== Given information

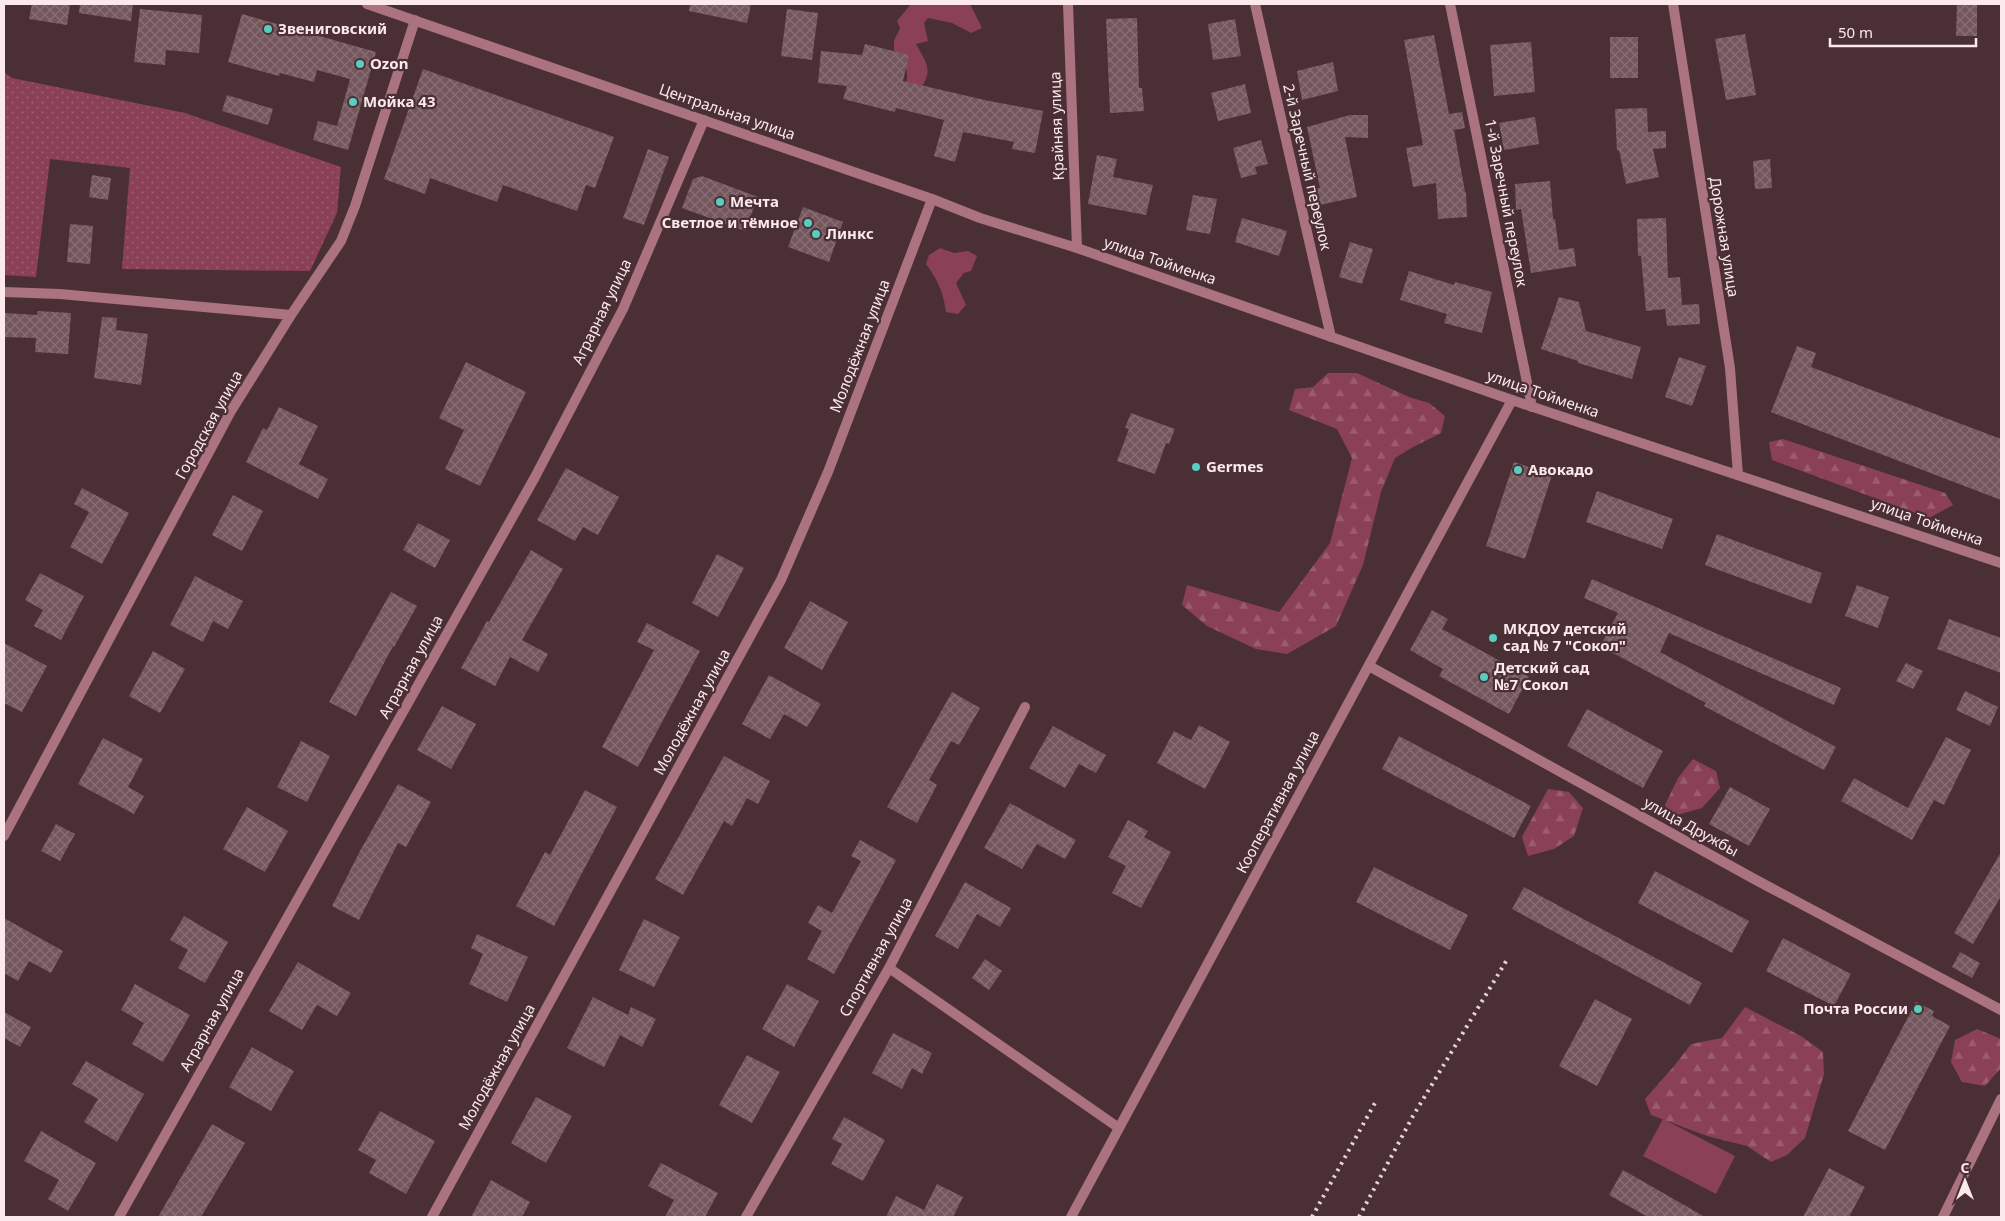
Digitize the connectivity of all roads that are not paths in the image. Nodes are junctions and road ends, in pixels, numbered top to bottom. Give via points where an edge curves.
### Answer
1 (367, 4) edge
2 (1068, 4) edge
3 (1255, 4) edge
4 (1450, 4) edge
5 (1673, 4) edge
6 (415, 20) junction
7 (704, 120) junction
8 (932, 199) junction
9 (1077, 248) junction
10 (4, 292) edge
11 (291, 315) junction
12 (1331, 337) junction
13 (1512, 400) junction
14 (1532, 407) junction
15 (1738, 475) junction
16 (2001, 563) edge
17 (1369, 666) junction
18 (1025, 707) dead end
19 (4, 836) edge
20 (889, 968) junction
21 (2001, 1010) edge
22 (2001, 1099) edge
23 (1119, 1128) junction
24 (118, 1217) edge
25 (432, 1217) edge
26 (746, 1217) edge
27 (1071, 1217) edge
28 (1943, 1217) edge

1 - 6 street, Центральная улица
2 - 9 street, Крайняя улица
3 - 12 street, 2-й Заречный переулок
4 - 14 street, 1-й Заречный переулок
5 - 15 street, Дорожная улица via 1730,368
6 - 7 street, Центральная улица
6 - 11 street, Городская улица via 341,241
7 - 8 street, Центральная улица
7 - 24 street, Аграрная улица via 622,309 535,477
8 - 9 street, Центральная улица via 980,218
8 - 25 street, Молодёжная улица via 828,472 781,580
9 - 12 street, улица Тойменка
10 - 11 street
11 - 19 street, Городская улица via 231,411
12 - 13 street, улица Тойменка
13 - 14 street, улица Тойменка
13 - 17 street, Кооперативная улица
14 - 15 street, улица Тойменка
15 - 16 street, улица Тойменка
17 - 21 street, улица Дружбы via 1756,880
17 - 23 street, Кооперативная улица
18 - 20 street, Спортивная улица
20 - 23 street
20 - 26 street, Спортивная улица
22 - 28 street
23 - 27 street, Кооперативная улица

====

→ **Task description**:
Filter this listing and copy only the lines holding the word "Кооперативная".

→ **Written response**:
13 - 17 street, Кооперативная улица
17 - 23 street, Кооперативная улица
23 - 27 street, Кооперативная улица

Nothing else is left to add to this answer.